Reaction tracing

Keyword: “Traceability”

Automatic metabolic network reconstruction is a multi-step process. Reactions and metabolites are added to a metabolic network model in various steps and based on different criteria. gapseq records for each reaction, why and at which stage it was added to the network. While this tracing of reactions was originally intended for debugging, we believe that this information is also highly relevant for users to understand their output network and for potential manual refinement / curation efforts.

gapseq stores the reaction tracing information in the reaction’s attributes data.frame of the sybil::modelorg R-object, which is saved by gapseq in the model.RDS file. Here’s a short code-snippet to access the reaction tracing information in R:

library(sybil)

mod <- readRDS("model.RDS") # adjust with the respective model name

# Retrieve data.frame for reaction attriubutes (it's a big table)
mod@react_attr

# Retrieve only reaction IDs, name, ec and the reactions'  
# sources/origin in the reconstruction process
mod@react_attr[,c("seed", "name", "ec", "gs.origin")]
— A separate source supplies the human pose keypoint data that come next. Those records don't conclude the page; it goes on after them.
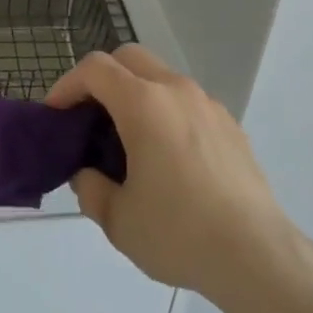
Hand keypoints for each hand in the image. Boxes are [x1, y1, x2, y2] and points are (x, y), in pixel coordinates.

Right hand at [45, 45, 298, 306]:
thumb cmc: (179, 233)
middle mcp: (176, 90)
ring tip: (127, 140)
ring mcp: (207, 104)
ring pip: (161, 76)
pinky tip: (167, 156)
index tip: (56, 114)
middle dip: (101, 78)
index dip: (68, 84)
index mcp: (144, 104)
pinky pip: (186, 101)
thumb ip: (91, 189)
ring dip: (135, 93)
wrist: (256, 254)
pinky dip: (165, 111)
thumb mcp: (118, 220)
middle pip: (129, 58)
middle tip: (87, 117)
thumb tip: (88, 174)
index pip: (95, 69)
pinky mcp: (229, 124)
# In case you wish to save this table to a csv-file:
write.csv(mod@react_attr[,c("seed", "name", "ec", "gs.origin")],
          file = "model_reaction_tracing.csv")
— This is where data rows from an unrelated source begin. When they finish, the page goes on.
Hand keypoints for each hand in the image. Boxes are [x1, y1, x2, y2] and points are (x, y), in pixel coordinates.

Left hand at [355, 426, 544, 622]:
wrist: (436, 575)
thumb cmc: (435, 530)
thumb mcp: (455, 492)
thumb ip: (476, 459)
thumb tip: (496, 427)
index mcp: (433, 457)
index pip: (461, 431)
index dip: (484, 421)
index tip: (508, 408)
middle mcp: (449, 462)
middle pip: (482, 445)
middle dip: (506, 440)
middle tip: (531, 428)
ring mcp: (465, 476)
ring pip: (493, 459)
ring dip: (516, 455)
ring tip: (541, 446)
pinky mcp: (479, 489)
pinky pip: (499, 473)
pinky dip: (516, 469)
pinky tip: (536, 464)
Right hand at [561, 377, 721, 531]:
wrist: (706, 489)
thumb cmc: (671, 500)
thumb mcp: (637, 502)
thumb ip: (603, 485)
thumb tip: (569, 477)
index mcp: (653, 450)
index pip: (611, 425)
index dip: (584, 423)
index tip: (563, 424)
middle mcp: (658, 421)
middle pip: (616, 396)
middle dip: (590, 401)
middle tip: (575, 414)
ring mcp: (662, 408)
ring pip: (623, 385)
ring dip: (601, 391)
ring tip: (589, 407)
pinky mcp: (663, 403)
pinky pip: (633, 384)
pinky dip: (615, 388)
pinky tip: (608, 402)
Here’s what the codes in the gs.origin column refer to:

0. Reaction added due to sequence homology to reference proteins

1. Gapfilling Step 1 – Enable flux through biomass reaction / growth

2. Gapfilling Step 2 – Biosynthesis of biomass components

3. Gapfilling Step 3 – Alternative carbon/energy sources

4. Gapfilling Step 4 – Potential metabolic products

5. (code currently not used)

6. Biomass reaction

7. Exchange reactions

8. Diffusion reactions

9. Reaction added due to pathway completion

10. Reaction added after using ./gapseq adapt

Please note: The reaction tracing information is currently not included in the output SBML-files of the models. This will be included in a future update of gapseq.